● **YOUR TASK**: Where does the word "Поле" occur in the data below? Copy each line that holds it.

>>

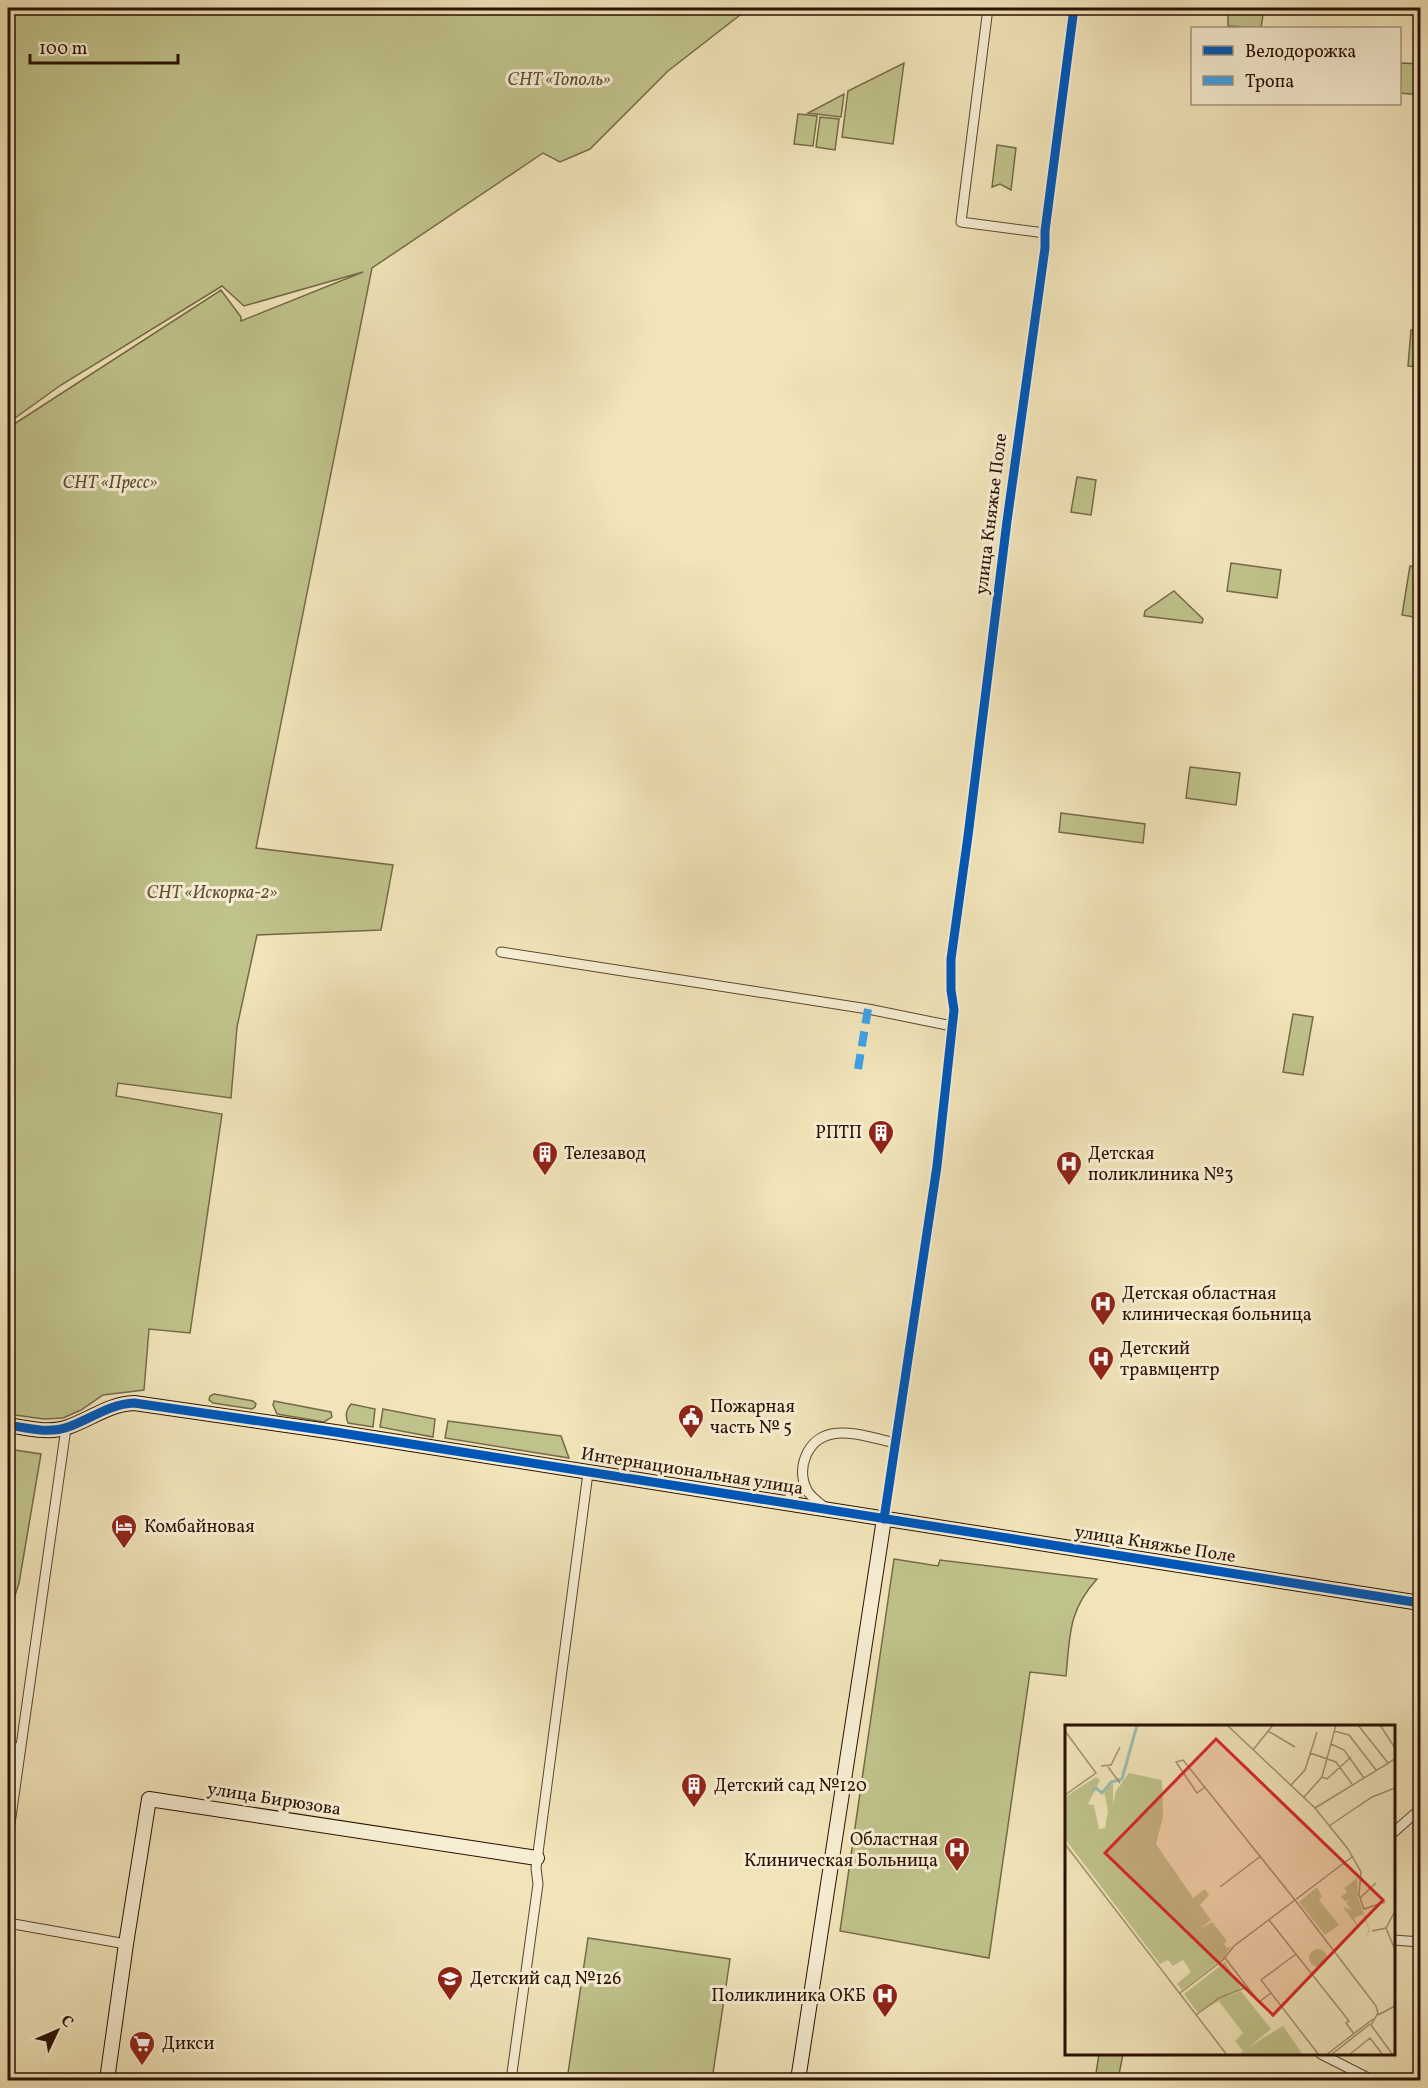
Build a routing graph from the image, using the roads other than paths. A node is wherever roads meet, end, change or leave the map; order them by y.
1 (988, 8) edge
2 (1074, 8) edge
3 (1045, 233) junction
4 (501, 952) dead end
5 (952, 1026) junction
6 (8, 1425) edge
7 (66, 1428) junction
8 (896, 1443) junction
9 (588, 1473) junction
10 (804, 1483) junction
11 (782, 1503) junction
12 (829, 1510) junction
13 (884, 1519) junction
14 (1420, 1603) edge
15 (8, 1744) edge
16 (20, 1750) junction
17 (1420, 1809) edge
18 (1395, 1831) edge
19 (8, 1838) edge
20 (537, 1858) junction
21 (8, 1923) edge
22 (1395, 1940) edge
23 (1420, 1942) edge
24 (126, 1944) junction
25 (1323, 2055) edge
26 (107, 2080) edge
27 (511, 2080) edge
28 (798, 2080) edge
29 (1372, 2080) edge

1 - 3 street
2 - 3 street, улица Княжье Поле
3 - 5 street, улица Княжье Поле
4 - 5 street
5 - 8 street
6 - 7 street, Интернациональная улица
7 - 9 street, Интернациональная улица
7 - 16 street
8 - 10 street
8 - 13 street
9 - 11 street, Интернациональная улица
9 - 20 street
10 - 11 street
10 - 12 street
11 - 12 street, Интернациональная улица
12 - 13 street, Интернациональная улица
13 - 14 street, улица Княжье Поле
13 - 28 street
15 - 16 street
16 - 19 street
17 - 18 street
20 - 24 street, улица Бирюзова
20 - 27 street
21 - 24 street
22 - 23 street
24 - 26 street, улица Бирюзова
25 - 29 street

<<

● **SOLUTION TO THE EXERCISE**:
2 - 3 street, улица Княжье Поле
3 - 5 street, улица Княжье Поле
13 - 14 street, улица Княжье Поле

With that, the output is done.